The problem is multifaceted -
Teaching is not an attractive career any more - low pay when you qualify for someone with a degree and post-grad diploma. The working conditions are terrible. Zero respect from pupils or parents a lot of the time, or from the wider public - even though we are expected to be parents/social workers/nurses/childcare/counselors as well as teachers. It's pretty soul destroying to talk to a parent and say 'they just need to come in for one hour to complete this coursework or they can't pass the course' and be told 'I cant make the little fucker get out of bed, what do you want ME to do about it??' and then get slated because said child failed and it's somehow all my fault. Or a child getting sent home because they were ill and the parent throwing a packet of paracetamol out the window and refusing to let them in as 'I don't want to see that little shit til 3:30pm' (that's sadly a true story where the guidance teacher took the child home after the parent refused to collect them, child had a high temperature and had been throwing up. They spent the rest of the day sleeping in the school office.)
Every time there is a budget cut, services like education and social work are easy targets: reduce the number of PSAs, raise the class sizes, close special schools, close SEN/EBD bases, cut the money for things like jotters and folders and printing. Stop maintaining the buildings properly etc etc. They don't have the heart-tugging that jobs like nursing or fire & rescue has (but they save lives!) so people are generally less bothered about education (teaching kids to read and write pfft) and social work (also save lives but are evil according to the press and many of the public) cuts.

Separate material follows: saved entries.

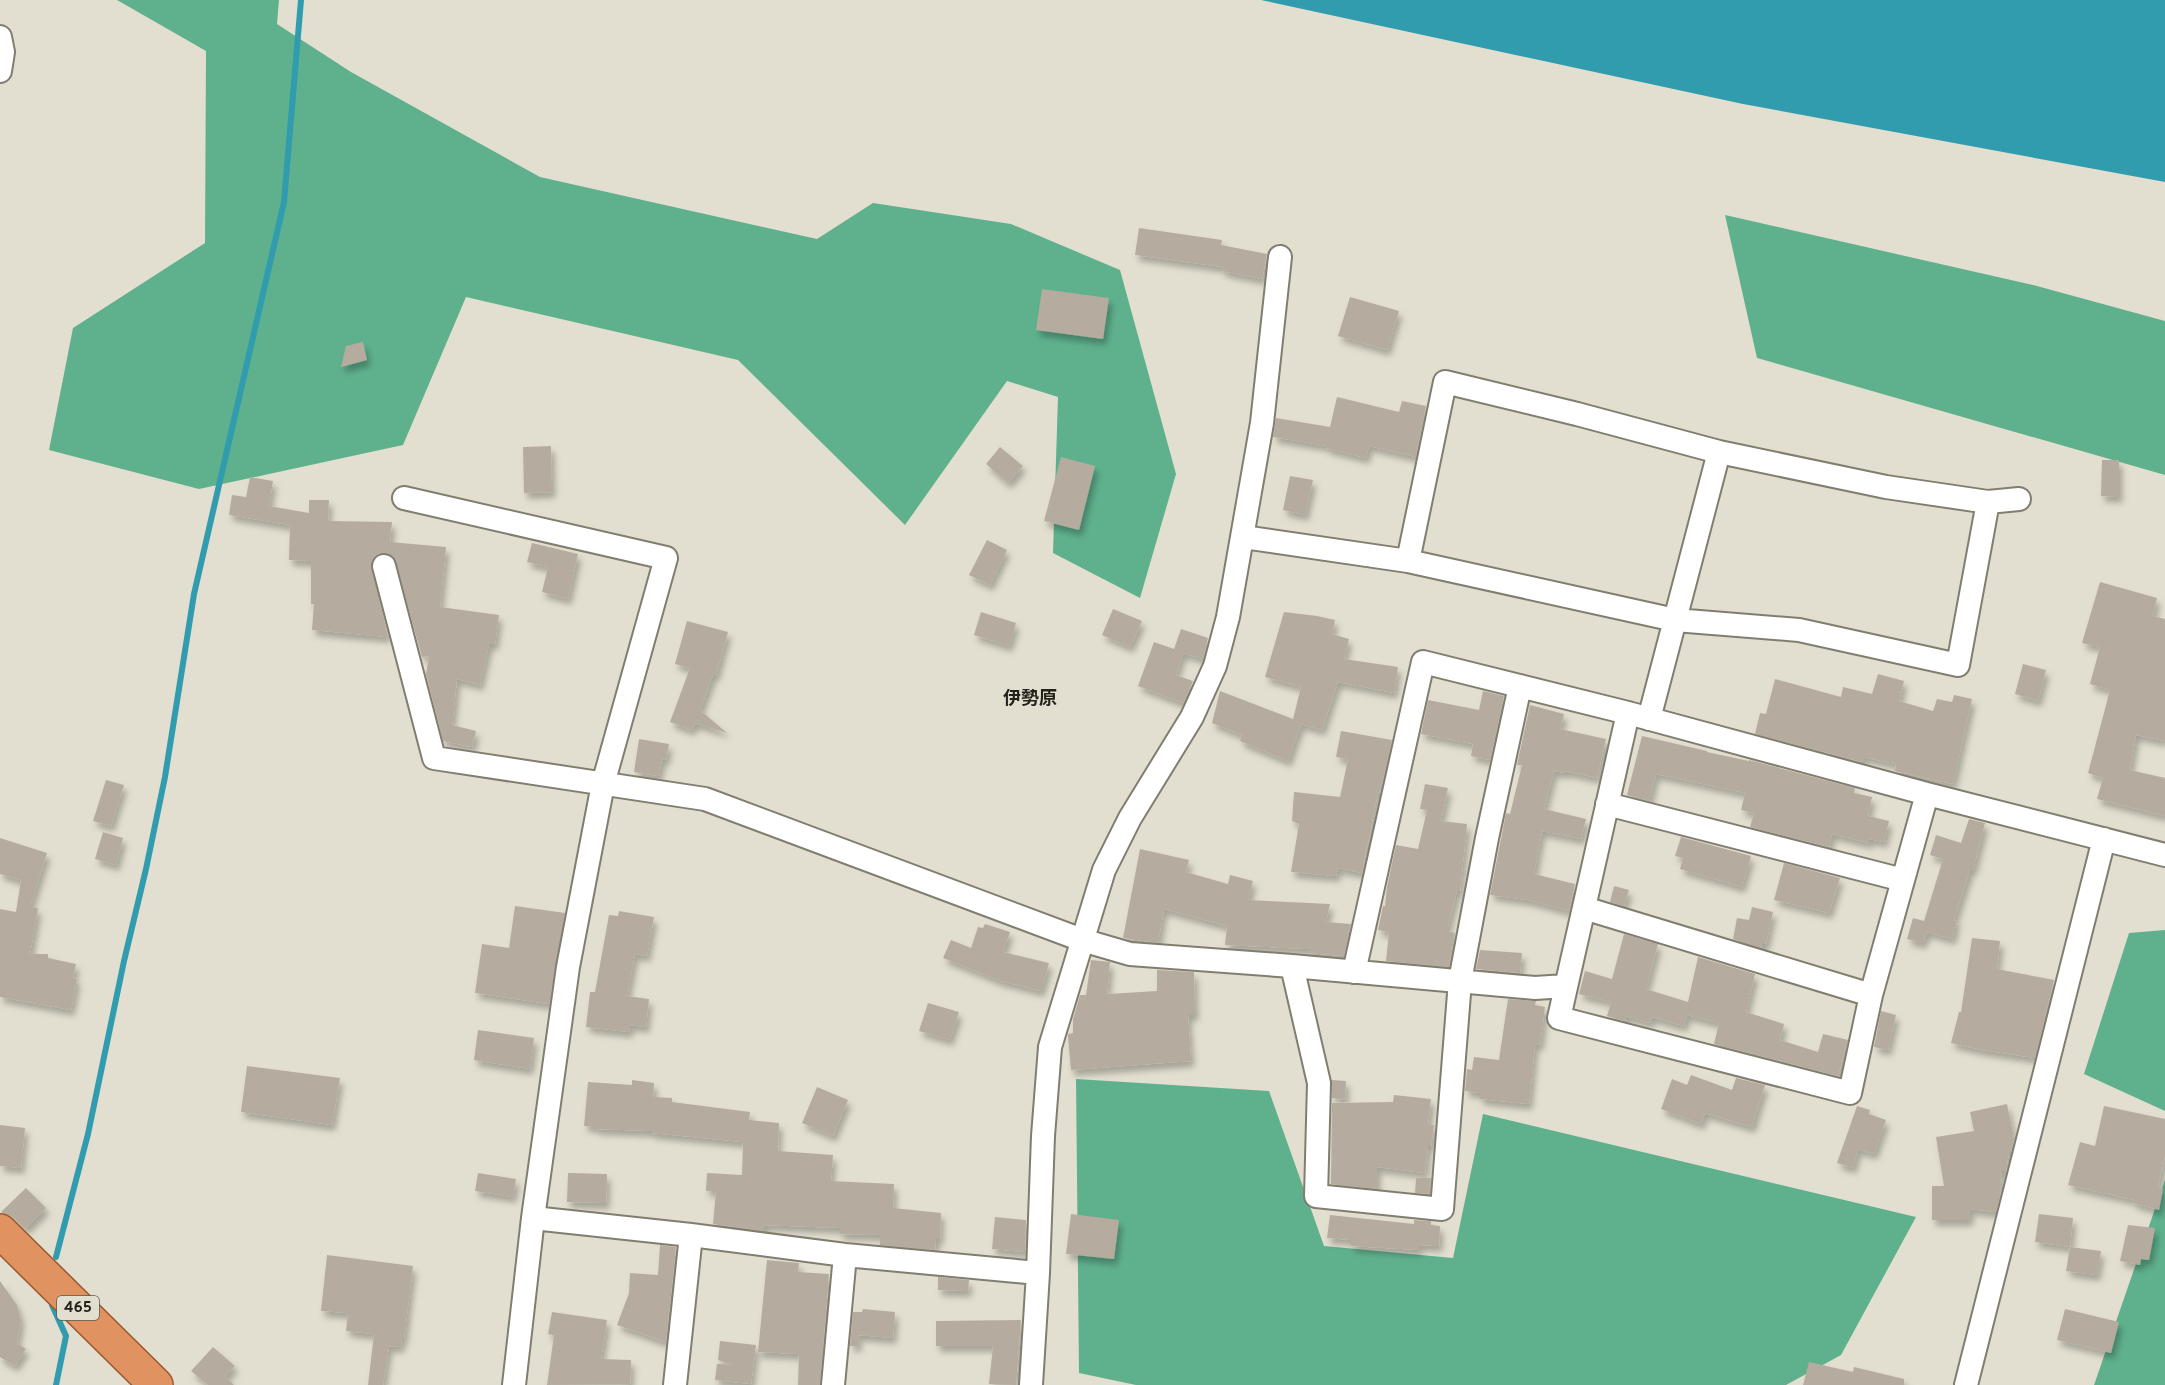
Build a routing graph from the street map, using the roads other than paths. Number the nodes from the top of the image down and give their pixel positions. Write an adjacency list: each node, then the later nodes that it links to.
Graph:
1 (0, 37): 2 (street)
2 (0, 71)
3 (1280, 257): 8 (street)
4 (1719, 452): 7 (street); 9 (street); 11 (street)
5 (404, 498): 14 (street)
6 (2019, 499): 7 (street)
7 (1988, 502): 11 (street)
8 (1243, 537): 9 (street); 21 (street)
9 (1408, 561): 11 (street)
10 (384, 566): 14 (street)
11 (1675, 620): 13 (street)
12 (1520, 687): 13 (street); 23 (street); 24 (street)
13 (1639, 716): 15 (street); 16 (street)
14 (603, 784): 21 (street); 27 (street)
15 (1927, 794): 17 (street); 19 (street)
16 (1607, 804): 19 (street); 20 (street)
17 (2104, 838): 18 (street); 37 (street)
18 (2165, 855)
19 (1903, 880): 26 (street)
20 (1584, 908): 25 (street); 26 (street)
21 (1082, 940): 22 (street); 31 (street)
22 (1292, 966): 23 (street); 24 (street)
23 (1354, 972): 24 (street)
24 (1460, 981): 25 (street)
25 (1566, 987): 26 (street)
26 (1871, 995)
27 (533, 1218): 29 (street); 33 (street)
28 (0, 1231): 32 (highway, 465)
29 (691, 1235): 30 (street); 34 (street)
30 (845, 1255): 31 (street); 35 (street)
31 (1038, 1273): 36 (street)
32 (156, 1385)
33 (514, 1385)
34 (675, 1385)
35 (833, 1385)
36 (1031, 1385)
37 (1966, 1385)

The governments need to justify their jobs by rewriting the whole curriculum every few years, usually along whatever 'initiative' is currently the 'in thing'. Then throwing it out (along with thousands of hours of work) and making teachers start from scratch. Those textbooks I bought last year are now useless as they updated the course content yet again (despite government promises not to), and by updated I mean removed huge chunks, added huge chunks of different stuff and totally changed how they were assessing it. It's at the point that the teachers who actually write the textbooks stopped bothering as no one would buy them knowing they would likely be obsolete within a year.
They changed the Higher courses in Scotland this year. The classes start in June. The course specifications were published at the end of September. Up til then we were largely guessing at what we should be teaching! Oh and we're still catching up with all the changes made to N5 last year (classes in June, course spec in October) and on top of that they have actually made some more changes to the N5 this year as well. Oh and they also totally rewrote the BGE benchmarks last year (S1-3 courses). But oddly did not change the N4 at all so now it doesn't actually fit anywhere...the units don't match, the assessments don't fit and many teachers are expected to teach classes that are mixed N4 and N5. I could go on but I'm boring myself now.
No wonder education is in a mess.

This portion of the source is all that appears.